Il y a par conséquent violation de l’article E combiné avec l’article 17§2 de la charte sociale européenne.
Les «mesures particulières» que la France doit prendre selon le CEDS ne sauraient passer par la création de classes «roms» qui vont naturellement dans le sens de la ghettoïsation dénoncée et condamnée régulièrement par le CEDS, le Comité des Ministres, comme par le Commissaire aux droits de l’Homme du Conseil de l’Europe.
Au vu de tous ces éléments, nous souhaiterions être informés des mesures que vous comptez prendre d’urgence afin que cessent les refus de scolarisation et la création de classes «roms» et pour que le droit fondamental à l’instruction et à l’école soit pleinement reconnu à toutes et à tous sur le territoire de la République.
Dans l’attente de votre réponse, nous vous prions d’agréer, Monsieur le Premier Ministre, l’assurance de toute notre considération,
Pour les signataires :
Michel FEVRE
Président du Collectif pour le droit
des enfants roms à l’éducation
Organisations signataires :
Le Collectif pour le droit des enfants roms à l’éducation
AFEV (Association de la Fondation Etudiante pour la Ville) – CGT Educ’Action – CLIVE (Centre de Liaison et d’Information Voyage Ecole) – DEI-France (Défense des Enfants – International) – FCPE
(Fédération des conseils de parents d’élèves) – FERC-CGT (Fédération de l’éducation, de la recherche et de la culture) – ICEM-Pédagogie Freinet (Institut Coopératif d’Ecole Moderne) –Intermèdes
–RESF (Réseau Education Sans Frontière) – Sud Education – SNUipp-FSU – Solidarité Laïque.
Le Collectif National Droits de l’Homme Romeurope est composé des organisations suivantes :
ABCR (Association Biterroise Contre le Racisme) – ALPIL (Action pour l’insertion sociale par le logement) – AMPIL (Action Méditerranéenne Pour l’Insertion sociale par le Logement) – ASAV
(Association pour l’accueil des voyageurs) – ASEFRR(Association de Solidarité en Essonne avec les familles roumaines et rroms) – Association Solidarité Roms de Saint-Etienne – CCFD-Terre
Solidaire (Comité Catholique contre la Faim et pour le Développement) – LA CIMADE (Comité intermouvements auprès des évacués) – CLASSES (Collectif Lyonnais pour l’Accès à la Scolarisation et le
Soutien des Enfants des Squat) – FNASAT-Gens du voyage – Habitat-Cité – LDH (Ligue des Droits de l’Homme) – Mouvement catholique des gens du voyage – MRAP (Mouvement contre le racisme et pour
l’amitié entre les peuples) – PU-AMI (Première Urgence- Aide Médicale Internationale) - ROMAQUITAINE – Rencontres tsiganes – RomActions – Romeurope 94 – Secours catholique (Caritas France) –
SICHEM (Service de Coopération Humanitaire pour les Etrangers et les Migrants) – Une famille un toit 44 – URAVIF (Union régionale des associations pour la promotion et la reconnaissance des
droits des Tsiganes et des Gens du voyage d’Ile-de-France) le Comité de soutien de Montreuil, le Comité de soutien 92 Sud, le Collectif nantais Romeurope, le Collectif de soutien aux
familles rroms de Roumanie, le Collectif Rroms des associations de l’agglomération lyonnaise, le Collectif Romyvelines, le Collectif de soutien aux familles roms de l’agglomération orléanaise, le
Collectif des sans-papiers de Melun, Collectif solidarité Roms Lille Métropole, le Collectif Solidarité Roms Toulouse, Collectif de soutien aux familles Rroms de Noisy le Grand.

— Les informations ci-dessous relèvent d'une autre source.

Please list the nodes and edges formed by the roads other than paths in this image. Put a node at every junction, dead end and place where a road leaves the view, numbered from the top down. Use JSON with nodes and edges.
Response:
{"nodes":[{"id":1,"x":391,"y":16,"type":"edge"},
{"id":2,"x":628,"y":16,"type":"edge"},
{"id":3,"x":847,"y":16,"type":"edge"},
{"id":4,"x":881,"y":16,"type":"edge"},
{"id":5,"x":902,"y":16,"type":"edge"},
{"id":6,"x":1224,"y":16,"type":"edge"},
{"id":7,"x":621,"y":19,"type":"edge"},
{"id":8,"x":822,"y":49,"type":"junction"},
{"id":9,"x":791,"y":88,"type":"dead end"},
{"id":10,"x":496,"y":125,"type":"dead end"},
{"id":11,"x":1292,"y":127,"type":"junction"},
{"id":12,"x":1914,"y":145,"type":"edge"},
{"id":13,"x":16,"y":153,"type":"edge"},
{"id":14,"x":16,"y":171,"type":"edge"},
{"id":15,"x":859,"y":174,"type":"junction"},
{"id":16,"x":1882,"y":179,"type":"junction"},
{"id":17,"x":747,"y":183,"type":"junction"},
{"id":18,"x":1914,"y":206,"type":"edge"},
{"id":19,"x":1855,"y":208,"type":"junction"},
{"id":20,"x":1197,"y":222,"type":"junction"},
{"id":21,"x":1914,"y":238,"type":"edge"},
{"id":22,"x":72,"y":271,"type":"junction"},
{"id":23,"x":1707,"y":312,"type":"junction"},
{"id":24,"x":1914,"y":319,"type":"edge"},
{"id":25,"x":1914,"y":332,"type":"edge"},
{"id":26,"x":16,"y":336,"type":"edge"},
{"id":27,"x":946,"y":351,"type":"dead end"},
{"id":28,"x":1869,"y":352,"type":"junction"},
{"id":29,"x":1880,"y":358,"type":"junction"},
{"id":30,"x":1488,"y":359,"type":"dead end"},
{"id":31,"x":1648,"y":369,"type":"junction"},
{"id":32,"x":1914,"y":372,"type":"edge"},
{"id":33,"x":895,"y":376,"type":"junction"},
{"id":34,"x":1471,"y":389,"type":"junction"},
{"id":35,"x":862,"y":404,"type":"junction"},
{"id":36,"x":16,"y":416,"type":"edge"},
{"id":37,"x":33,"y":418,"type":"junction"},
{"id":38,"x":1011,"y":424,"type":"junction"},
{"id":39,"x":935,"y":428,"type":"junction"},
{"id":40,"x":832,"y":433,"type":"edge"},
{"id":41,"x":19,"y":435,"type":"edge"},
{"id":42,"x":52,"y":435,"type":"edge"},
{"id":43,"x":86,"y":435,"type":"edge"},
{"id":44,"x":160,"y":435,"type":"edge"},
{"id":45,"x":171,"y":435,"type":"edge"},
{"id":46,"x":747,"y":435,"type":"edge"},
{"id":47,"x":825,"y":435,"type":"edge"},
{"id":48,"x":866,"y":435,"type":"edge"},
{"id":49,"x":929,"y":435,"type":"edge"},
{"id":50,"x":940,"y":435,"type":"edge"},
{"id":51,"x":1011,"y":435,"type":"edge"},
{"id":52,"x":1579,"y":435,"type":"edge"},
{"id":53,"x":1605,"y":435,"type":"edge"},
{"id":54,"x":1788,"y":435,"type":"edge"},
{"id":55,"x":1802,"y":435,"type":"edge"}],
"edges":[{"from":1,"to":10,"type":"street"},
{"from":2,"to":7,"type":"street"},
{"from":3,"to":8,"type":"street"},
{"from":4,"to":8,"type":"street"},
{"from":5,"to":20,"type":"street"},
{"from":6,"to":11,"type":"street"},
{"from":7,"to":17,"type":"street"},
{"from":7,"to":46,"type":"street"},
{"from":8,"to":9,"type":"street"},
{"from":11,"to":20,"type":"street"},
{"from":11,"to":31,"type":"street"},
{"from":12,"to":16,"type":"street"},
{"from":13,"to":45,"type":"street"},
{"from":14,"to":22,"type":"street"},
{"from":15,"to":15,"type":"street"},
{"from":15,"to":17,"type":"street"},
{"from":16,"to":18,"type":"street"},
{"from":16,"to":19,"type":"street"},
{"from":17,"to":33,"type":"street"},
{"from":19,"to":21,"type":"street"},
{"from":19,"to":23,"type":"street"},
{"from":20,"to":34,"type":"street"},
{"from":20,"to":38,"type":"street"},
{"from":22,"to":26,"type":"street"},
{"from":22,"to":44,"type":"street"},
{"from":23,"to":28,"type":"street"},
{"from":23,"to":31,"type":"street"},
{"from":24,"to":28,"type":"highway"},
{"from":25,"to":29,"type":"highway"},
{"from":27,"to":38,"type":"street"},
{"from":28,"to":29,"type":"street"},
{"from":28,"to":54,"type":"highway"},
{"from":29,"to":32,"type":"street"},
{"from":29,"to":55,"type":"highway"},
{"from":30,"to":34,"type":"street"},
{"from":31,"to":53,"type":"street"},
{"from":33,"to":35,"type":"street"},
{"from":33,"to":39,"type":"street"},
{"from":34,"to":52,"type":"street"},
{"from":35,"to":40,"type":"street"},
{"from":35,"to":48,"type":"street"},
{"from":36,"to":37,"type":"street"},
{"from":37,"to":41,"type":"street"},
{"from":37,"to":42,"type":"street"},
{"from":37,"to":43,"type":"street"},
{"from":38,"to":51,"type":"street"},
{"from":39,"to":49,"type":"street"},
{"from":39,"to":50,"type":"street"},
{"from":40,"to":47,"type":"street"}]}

Et les organisations suivantes :Amnesty International France, ATD Quart Monde, CGT Educ’Action 91, Collectif « Ceux de Roubelles », Collectif Local des Citoyens Solidaires, GISTI (Groupe d’information et de soutien des immigré⋅e⋅s), FASTI (Fédération des Associations de Solidarité avec les Travailleur-euse-s Immigré-e-s), FSU 91, FCPE 91, Plateforme 93 de soutien aux Rroms vivant aux bidonvilles.